In the material below, find all lines with the string "curves" and copy them.

──────────────────────────────

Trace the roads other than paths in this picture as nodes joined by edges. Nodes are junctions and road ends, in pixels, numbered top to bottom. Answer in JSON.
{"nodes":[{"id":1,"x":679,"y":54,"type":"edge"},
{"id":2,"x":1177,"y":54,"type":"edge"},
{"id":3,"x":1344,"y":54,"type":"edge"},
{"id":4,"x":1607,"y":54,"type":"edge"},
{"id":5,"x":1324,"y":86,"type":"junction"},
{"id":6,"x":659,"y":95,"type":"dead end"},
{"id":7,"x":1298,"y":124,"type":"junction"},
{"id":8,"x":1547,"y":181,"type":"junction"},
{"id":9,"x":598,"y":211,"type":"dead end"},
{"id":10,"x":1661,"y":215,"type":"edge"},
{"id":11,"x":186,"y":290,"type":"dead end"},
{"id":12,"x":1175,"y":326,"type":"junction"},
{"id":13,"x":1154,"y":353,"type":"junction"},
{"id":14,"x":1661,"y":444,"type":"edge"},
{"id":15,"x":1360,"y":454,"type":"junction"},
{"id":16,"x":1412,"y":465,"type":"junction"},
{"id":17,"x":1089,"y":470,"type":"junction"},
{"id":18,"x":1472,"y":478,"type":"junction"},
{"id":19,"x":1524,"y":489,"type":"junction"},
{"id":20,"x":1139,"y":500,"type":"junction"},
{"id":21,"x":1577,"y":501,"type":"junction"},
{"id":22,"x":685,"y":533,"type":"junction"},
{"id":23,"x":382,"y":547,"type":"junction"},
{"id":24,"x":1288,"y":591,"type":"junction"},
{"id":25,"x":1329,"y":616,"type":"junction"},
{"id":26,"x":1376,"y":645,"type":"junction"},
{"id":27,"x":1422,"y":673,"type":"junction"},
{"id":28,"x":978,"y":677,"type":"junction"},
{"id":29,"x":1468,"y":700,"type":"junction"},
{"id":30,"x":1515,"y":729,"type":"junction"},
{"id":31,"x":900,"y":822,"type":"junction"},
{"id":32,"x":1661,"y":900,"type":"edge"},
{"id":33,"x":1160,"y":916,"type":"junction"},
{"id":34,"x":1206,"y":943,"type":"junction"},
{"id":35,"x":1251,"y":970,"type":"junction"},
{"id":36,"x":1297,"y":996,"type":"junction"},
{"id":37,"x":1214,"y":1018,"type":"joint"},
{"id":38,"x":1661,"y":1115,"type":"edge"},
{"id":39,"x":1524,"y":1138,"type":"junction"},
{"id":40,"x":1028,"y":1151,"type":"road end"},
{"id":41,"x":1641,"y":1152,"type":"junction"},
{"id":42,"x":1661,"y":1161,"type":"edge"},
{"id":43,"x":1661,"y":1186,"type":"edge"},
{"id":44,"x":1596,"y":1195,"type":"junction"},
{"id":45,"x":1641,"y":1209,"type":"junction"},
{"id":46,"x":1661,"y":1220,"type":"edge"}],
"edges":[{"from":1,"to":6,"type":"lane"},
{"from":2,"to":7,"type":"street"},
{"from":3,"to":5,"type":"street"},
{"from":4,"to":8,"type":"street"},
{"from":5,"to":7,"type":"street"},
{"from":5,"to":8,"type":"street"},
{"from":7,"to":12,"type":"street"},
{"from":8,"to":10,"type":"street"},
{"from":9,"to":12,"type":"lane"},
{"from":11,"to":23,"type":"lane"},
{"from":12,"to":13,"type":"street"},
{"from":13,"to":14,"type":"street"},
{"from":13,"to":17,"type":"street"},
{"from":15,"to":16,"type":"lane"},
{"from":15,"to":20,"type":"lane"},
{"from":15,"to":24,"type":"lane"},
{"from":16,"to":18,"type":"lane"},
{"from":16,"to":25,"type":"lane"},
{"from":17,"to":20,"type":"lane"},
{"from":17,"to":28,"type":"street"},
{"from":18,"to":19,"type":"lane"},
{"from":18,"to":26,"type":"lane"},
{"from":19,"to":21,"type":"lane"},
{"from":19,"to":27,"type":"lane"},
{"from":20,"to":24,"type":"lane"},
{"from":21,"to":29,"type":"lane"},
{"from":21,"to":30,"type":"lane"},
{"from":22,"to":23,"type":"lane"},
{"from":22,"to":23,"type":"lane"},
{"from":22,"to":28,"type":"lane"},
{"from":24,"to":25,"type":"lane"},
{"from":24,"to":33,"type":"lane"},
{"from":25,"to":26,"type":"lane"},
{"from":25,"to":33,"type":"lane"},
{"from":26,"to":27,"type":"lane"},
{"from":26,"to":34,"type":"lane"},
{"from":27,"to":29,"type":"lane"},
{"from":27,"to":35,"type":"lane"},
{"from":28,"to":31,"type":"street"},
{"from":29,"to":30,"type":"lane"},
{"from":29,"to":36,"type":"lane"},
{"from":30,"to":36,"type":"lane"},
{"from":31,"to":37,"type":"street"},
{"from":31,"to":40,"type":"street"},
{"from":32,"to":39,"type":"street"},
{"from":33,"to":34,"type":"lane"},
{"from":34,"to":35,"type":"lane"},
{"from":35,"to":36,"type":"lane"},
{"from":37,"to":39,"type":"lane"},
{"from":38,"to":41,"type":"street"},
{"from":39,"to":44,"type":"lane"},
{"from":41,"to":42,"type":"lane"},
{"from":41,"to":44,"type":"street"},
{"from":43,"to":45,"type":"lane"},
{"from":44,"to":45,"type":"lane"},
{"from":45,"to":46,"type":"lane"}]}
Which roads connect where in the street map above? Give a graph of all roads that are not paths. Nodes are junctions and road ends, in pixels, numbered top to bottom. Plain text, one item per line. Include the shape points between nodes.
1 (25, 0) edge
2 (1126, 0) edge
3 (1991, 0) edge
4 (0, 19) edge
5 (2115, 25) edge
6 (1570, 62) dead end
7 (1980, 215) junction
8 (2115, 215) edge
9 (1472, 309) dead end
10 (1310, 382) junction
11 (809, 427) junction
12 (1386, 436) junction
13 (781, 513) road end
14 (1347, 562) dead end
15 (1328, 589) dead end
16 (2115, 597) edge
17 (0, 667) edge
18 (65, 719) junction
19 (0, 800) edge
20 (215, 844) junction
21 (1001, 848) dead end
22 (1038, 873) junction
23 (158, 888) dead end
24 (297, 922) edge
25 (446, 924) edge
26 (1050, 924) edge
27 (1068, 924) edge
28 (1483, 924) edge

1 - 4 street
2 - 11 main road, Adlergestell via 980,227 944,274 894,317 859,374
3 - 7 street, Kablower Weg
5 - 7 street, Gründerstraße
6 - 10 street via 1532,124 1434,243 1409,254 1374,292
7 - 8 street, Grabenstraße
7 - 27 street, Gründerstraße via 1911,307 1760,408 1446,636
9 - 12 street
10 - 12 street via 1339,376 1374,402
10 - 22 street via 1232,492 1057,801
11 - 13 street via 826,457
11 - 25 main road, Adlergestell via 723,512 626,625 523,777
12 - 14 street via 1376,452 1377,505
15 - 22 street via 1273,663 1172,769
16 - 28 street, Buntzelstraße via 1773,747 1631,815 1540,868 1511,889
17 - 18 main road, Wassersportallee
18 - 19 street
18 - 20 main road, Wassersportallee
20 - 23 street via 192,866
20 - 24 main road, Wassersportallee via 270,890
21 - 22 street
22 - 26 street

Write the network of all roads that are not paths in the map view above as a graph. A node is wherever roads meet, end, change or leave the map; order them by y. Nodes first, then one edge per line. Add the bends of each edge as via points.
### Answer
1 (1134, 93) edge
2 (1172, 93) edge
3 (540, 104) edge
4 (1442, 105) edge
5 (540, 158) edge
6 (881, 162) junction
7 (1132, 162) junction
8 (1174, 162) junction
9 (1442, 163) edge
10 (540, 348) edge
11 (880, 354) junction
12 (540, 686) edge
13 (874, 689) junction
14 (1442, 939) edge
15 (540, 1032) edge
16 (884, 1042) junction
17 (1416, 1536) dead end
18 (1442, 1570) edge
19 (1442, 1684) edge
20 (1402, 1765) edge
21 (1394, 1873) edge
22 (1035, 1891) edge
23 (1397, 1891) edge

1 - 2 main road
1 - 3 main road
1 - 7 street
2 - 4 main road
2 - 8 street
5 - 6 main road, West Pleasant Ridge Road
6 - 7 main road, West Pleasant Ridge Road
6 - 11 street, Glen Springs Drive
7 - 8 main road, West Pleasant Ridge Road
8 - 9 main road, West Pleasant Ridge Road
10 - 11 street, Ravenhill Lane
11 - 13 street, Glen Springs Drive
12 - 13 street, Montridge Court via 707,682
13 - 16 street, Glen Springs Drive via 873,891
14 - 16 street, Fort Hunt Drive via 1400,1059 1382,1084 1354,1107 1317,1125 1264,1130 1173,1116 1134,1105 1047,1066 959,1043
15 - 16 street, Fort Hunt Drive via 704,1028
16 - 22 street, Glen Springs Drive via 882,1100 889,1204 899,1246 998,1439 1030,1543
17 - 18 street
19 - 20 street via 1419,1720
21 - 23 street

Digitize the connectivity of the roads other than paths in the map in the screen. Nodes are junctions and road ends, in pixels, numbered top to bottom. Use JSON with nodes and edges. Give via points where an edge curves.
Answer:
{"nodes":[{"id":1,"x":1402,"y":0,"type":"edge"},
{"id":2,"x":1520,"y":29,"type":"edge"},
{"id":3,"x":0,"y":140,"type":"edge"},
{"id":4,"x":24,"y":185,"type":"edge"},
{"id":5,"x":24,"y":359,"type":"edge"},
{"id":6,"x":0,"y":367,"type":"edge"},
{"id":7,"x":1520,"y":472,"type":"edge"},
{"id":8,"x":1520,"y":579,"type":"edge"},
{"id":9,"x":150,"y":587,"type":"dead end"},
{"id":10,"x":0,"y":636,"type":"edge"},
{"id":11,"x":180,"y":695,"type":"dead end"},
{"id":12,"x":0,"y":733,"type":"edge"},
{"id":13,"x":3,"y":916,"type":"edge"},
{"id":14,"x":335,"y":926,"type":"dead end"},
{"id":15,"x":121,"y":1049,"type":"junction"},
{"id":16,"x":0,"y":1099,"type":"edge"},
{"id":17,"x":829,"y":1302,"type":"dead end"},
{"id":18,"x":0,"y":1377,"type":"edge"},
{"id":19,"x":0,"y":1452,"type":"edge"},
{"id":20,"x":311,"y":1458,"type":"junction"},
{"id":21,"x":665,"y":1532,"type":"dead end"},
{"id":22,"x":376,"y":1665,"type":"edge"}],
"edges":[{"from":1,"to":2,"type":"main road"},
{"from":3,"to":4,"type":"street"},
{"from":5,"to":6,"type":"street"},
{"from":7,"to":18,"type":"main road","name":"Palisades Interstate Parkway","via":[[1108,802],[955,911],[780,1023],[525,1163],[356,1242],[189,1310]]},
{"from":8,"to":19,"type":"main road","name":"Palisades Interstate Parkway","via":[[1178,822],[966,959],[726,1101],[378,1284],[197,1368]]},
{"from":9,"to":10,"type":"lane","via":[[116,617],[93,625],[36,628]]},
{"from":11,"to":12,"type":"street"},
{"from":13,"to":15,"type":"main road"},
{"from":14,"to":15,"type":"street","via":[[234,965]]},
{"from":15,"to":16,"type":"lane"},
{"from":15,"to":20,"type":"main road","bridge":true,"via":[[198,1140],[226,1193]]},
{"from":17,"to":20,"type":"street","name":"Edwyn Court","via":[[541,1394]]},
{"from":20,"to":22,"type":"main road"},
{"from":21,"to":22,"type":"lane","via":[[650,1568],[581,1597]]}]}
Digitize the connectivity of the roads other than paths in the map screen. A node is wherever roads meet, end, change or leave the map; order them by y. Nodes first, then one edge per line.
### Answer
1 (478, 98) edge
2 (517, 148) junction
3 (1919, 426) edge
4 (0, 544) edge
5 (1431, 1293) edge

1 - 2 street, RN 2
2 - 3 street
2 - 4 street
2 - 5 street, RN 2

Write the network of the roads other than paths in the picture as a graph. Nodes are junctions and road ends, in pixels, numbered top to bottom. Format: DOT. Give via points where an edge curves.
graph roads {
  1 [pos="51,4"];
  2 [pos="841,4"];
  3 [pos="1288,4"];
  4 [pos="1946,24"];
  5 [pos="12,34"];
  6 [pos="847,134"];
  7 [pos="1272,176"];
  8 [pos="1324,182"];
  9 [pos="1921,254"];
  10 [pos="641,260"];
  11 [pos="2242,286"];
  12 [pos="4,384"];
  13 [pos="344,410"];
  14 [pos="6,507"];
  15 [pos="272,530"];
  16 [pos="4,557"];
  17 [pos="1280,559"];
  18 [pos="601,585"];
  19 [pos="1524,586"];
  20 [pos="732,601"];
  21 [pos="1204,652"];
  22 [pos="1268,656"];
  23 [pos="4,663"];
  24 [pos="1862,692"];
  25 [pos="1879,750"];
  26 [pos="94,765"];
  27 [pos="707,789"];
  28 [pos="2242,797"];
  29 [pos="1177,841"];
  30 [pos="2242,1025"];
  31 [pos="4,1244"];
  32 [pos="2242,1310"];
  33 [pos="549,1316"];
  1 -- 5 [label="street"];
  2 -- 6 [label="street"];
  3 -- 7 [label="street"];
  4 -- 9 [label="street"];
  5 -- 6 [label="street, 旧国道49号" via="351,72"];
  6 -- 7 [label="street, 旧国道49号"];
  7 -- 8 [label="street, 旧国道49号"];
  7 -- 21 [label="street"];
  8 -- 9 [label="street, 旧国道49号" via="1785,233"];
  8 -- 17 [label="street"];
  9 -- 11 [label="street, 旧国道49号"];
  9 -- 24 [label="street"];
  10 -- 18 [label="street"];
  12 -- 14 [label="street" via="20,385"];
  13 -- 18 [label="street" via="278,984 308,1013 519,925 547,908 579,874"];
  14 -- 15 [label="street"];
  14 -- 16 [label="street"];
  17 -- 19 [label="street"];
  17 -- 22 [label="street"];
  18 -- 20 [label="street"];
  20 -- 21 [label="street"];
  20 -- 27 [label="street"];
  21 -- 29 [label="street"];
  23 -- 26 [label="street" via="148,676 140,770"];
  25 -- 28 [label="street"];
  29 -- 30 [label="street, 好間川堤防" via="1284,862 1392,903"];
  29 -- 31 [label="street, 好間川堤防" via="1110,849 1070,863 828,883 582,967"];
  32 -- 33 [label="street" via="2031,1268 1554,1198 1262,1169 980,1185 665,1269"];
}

──────────────────────────────

Exercise solution
Digitize the connectivity of the roads other than paths in the map in the screen. Nodes are junctions and road ends, in pixels, numbered top to bottom. Use JSON with nodes and edges. Give via points where an edge curves.
Write the network of the roads other than paths in the picture as a graph. Nodes are junctions and road ends, in pixels, numbered top to bottom. Format: DOT. Give via points where an edge curves.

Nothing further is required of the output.